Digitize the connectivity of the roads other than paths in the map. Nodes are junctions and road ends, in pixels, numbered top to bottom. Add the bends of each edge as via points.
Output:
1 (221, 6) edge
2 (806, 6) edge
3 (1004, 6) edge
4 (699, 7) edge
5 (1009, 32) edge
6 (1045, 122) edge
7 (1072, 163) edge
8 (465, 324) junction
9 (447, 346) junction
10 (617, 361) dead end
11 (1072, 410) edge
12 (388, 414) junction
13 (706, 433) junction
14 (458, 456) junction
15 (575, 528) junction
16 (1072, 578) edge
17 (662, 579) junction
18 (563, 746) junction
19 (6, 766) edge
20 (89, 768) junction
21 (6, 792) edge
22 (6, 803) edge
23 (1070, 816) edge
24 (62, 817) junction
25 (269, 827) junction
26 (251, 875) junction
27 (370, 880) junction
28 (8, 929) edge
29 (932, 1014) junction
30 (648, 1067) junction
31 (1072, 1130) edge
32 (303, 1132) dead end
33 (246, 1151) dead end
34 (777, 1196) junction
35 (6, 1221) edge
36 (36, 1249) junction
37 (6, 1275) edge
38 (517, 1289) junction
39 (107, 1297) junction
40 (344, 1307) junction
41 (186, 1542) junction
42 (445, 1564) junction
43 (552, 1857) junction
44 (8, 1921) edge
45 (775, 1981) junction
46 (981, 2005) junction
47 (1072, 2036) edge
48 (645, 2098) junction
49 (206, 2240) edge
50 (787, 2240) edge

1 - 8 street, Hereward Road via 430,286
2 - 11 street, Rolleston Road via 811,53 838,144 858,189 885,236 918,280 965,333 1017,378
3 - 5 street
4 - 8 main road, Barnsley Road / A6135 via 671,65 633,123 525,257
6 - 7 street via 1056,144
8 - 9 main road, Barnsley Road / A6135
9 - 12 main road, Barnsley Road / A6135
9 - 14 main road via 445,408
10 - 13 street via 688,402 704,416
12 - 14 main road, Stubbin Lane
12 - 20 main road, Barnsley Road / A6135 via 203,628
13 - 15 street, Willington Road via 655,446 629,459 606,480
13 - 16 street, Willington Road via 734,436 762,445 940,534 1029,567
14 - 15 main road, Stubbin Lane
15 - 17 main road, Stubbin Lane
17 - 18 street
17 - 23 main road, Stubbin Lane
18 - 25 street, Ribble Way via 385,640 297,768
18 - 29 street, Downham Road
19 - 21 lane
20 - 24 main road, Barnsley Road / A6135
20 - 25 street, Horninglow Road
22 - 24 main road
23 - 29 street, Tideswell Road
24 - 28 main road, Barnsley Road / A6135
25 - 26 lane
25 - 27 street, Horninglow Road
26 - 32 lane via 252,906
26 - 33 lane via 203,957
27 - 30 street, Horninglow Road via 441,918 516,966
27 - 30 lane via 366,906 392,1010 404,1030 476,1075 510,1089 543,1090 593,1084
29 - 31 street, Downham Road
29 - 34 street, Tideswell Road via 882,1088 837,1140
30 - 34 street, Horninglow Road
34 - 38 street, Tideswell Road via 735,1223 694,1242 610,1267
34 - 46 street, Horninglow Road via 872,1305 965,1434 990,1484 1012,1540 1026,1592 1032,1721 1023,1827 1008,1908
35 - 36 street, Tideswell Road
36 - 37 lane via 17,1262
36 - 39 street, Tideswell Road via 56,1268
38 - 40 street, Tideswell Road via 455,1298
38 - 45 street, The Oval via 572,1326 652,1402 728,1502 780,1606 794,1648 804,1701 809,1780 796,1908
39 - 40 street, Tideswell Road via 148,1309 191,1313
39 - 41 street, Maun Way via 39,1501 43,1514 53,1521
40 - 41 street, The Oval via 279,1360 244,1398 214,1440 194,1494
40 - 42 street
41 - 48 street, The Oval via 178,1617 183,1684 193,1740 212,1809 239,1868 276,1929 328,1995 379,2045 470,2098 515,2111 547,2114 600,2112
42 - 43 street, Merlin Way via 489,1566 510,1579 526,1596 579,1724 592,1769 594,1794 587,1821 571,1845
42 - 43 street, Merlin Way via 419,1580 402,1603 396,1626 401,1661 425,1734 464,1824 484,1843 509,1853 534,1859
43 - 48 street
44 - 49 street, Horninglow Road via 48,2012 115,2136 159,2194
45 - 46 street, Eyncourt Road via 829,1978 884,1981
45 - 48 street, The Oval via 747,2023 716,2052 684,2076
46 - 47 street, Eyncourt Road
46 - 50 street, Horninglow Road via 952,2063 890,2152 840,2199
##############################
## [PROMPT]
To answer, copy each line from the material above that has the word "Stubbin".

## [SOLUTION TO THE EXERCISE]
12 - 14 main road, Stubbin Lane
14 - 15 main road, Stubbin Lane
15 - 17 main road, Stubbin Lane
17 - 23 main road, Stubbin Lane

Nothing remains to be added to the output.